The point here is not that Gross was Wrong. Or maybe Early. Or any of the other useless hindsight that passes for pseudo-analysis. The point is that, for ordinary Americans, the Dow at 5,000 is an outright national disaster, and in 2002, when Gross was making his dire predictions for the Dow, the nation was moving toward hunkering down behind the closed doors of their then affordably mortgaged and yet-to-be-foreclosed homes, many likely even cashing out any stock they owned in exchange for stakes in PIMCO-run bond funds.

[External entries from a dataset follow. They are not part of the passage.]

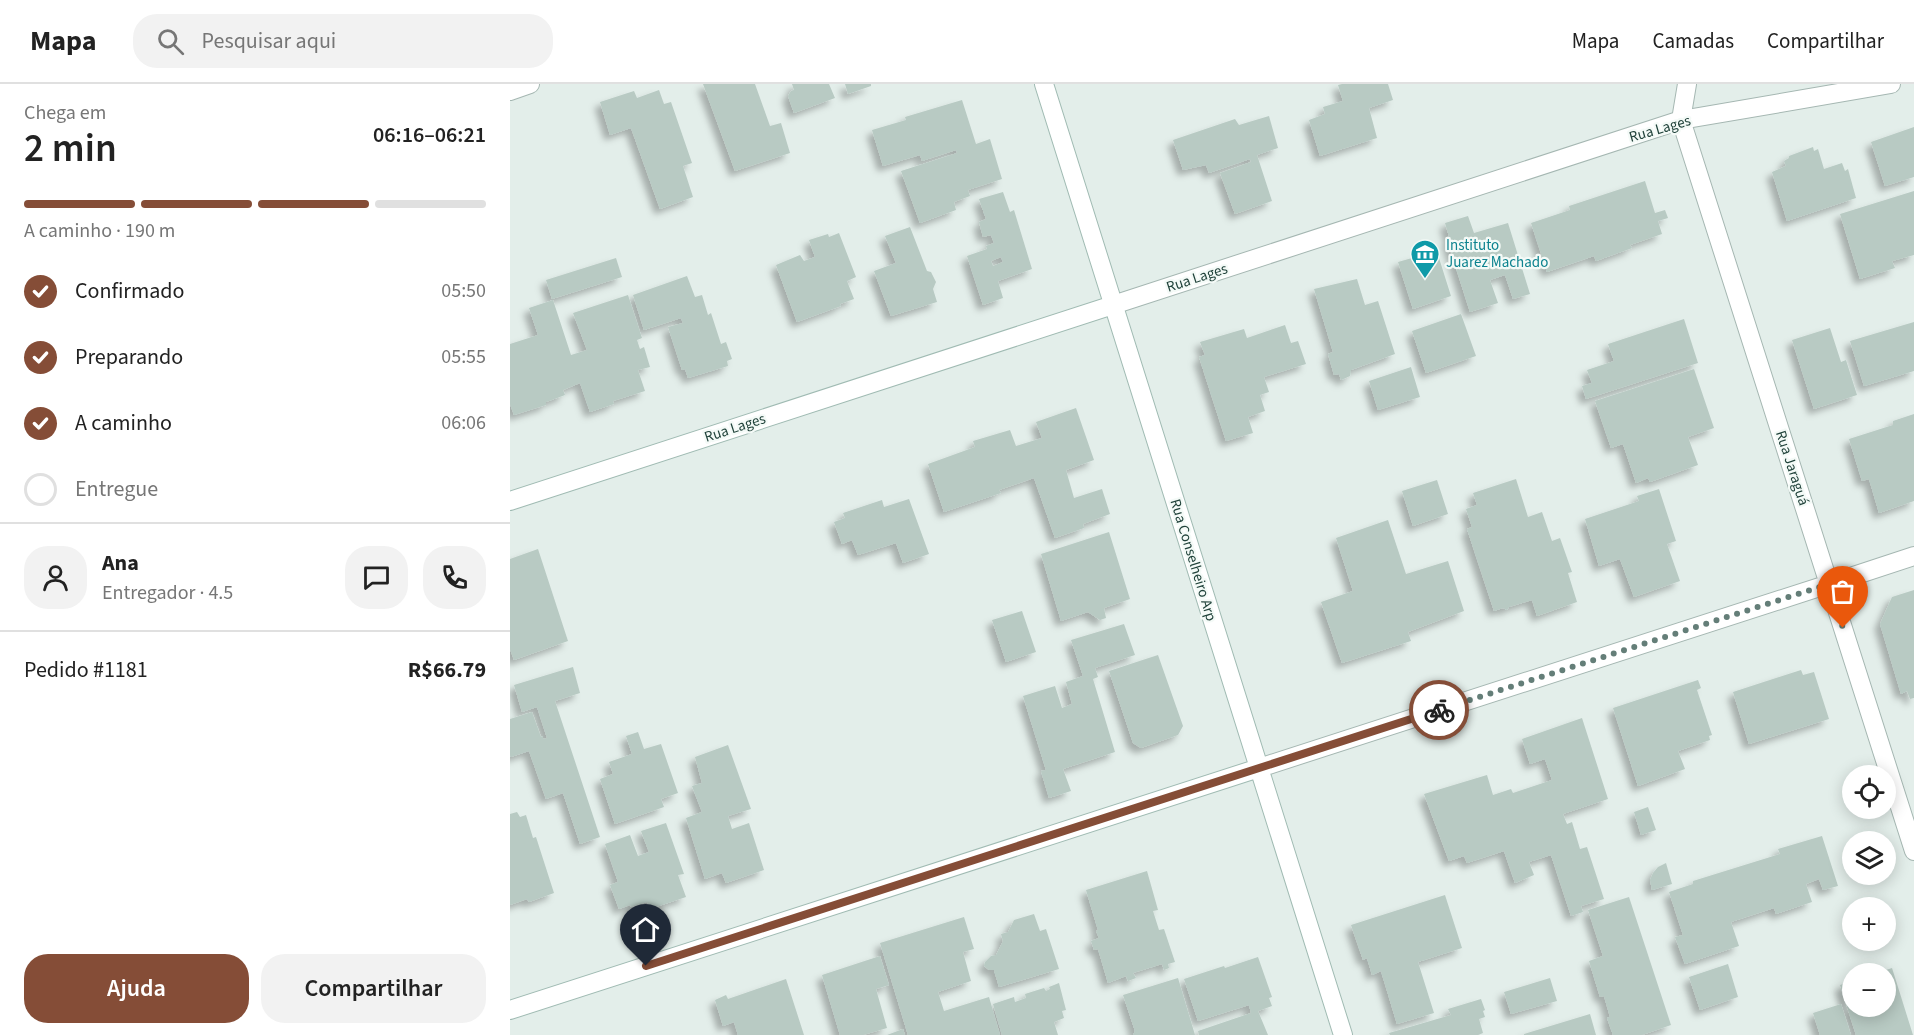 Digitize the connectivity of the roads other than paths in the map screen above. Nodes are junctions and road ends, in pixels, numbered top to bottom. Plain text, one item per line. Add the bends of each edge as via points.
1 (530, 84) edge
2 (1044, 84) edge
3 (1687, 84) edge
4 (1891, 84) edge
5 (510, 91) edge
6 (1682, 120) junction
7 (1113, 305) junction
8 (510, 501) edge
9 (1914, 556) edge
10 (1829, 584) junction
11 (1259, 768) junction
12 (1914, 851) edge
13 (510, 1011) edge
14 (1343, 1035) edge

1 - 5 main road
2 - 7 main road, Rua Conselheiro Arp
3 - 6 main road, Rua Jaraguá
4 - 6 main road, Rua Lages
6 - 7 main road, Rua Lages
6 - 10 main road, Rua Jaraguá
7 - 8 main road, Rua Lages
7 - 11 main road, Rua Conselheiro Arp
9 - 10 main road
10 - 11 main road
10 - 12 main road, Rua Jaraguá
11 - 13 main road
11 - 14 main road, Rua Conselheiro Arp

By June of 2003, Greenspan's Federal Reserve bludgeoned savers and basically enacted mandatory real estate speculation by taking short-term interest rates down to 1%. Dow 5,000 subsided... but you can only keep the beast hidden for so long before it leaps out and causes all manner of hysteria and mayhem. It's too much for decent, hard-working people to bear.

So today, as Gross nervously writes about the need for the government to support assets, the Dow is a mind-numbing 50% higher than where it was when Dow 5,000 was feared. That raises the obvious question, Why now? To the average American, the wheelings and dealings of the world's largest bond fund manager are as inscrutable as a dolphin's bark. Still, we can't help but wonder why now? Why did the freak slip out at this particular moment in time? Why not back in 2002? The answer is that, because then, it was only stocks plunging. Today, everything is plunging... at the same time.

Despite delusions of permanent inflation, asset prices are deflating across the board. For the first time since the Great Depression, stock, bond and real estate prices are deflating at an unimaginable pace, down 10% year-over-year.

Gross wrote today, "[T]he more [these leveraged assets] decline, the more frequent and frenzied the margin calls, and if the additional cash flow is not provided, not only an asset liquidation but a debt liquidation follows." Good lord, if that's not enough to let the freak out, nothing is.

The junkie's dilemma, whether we're talking about crystal meth, heroin or cheap credit, is that the spiral of addiction inevitably overwhelms any reasonable judgment about what constitutes a "cure." That is precisely why a junkie can never be relied upon to offer up an honest, sensible path to good health. No matter what treatment or plan is offered, the only goal is to get the supply to the beast... at all costs. Today, Gross let the freak out. And the plan is simply to open up the government's balance sheet to the beast... at all costs.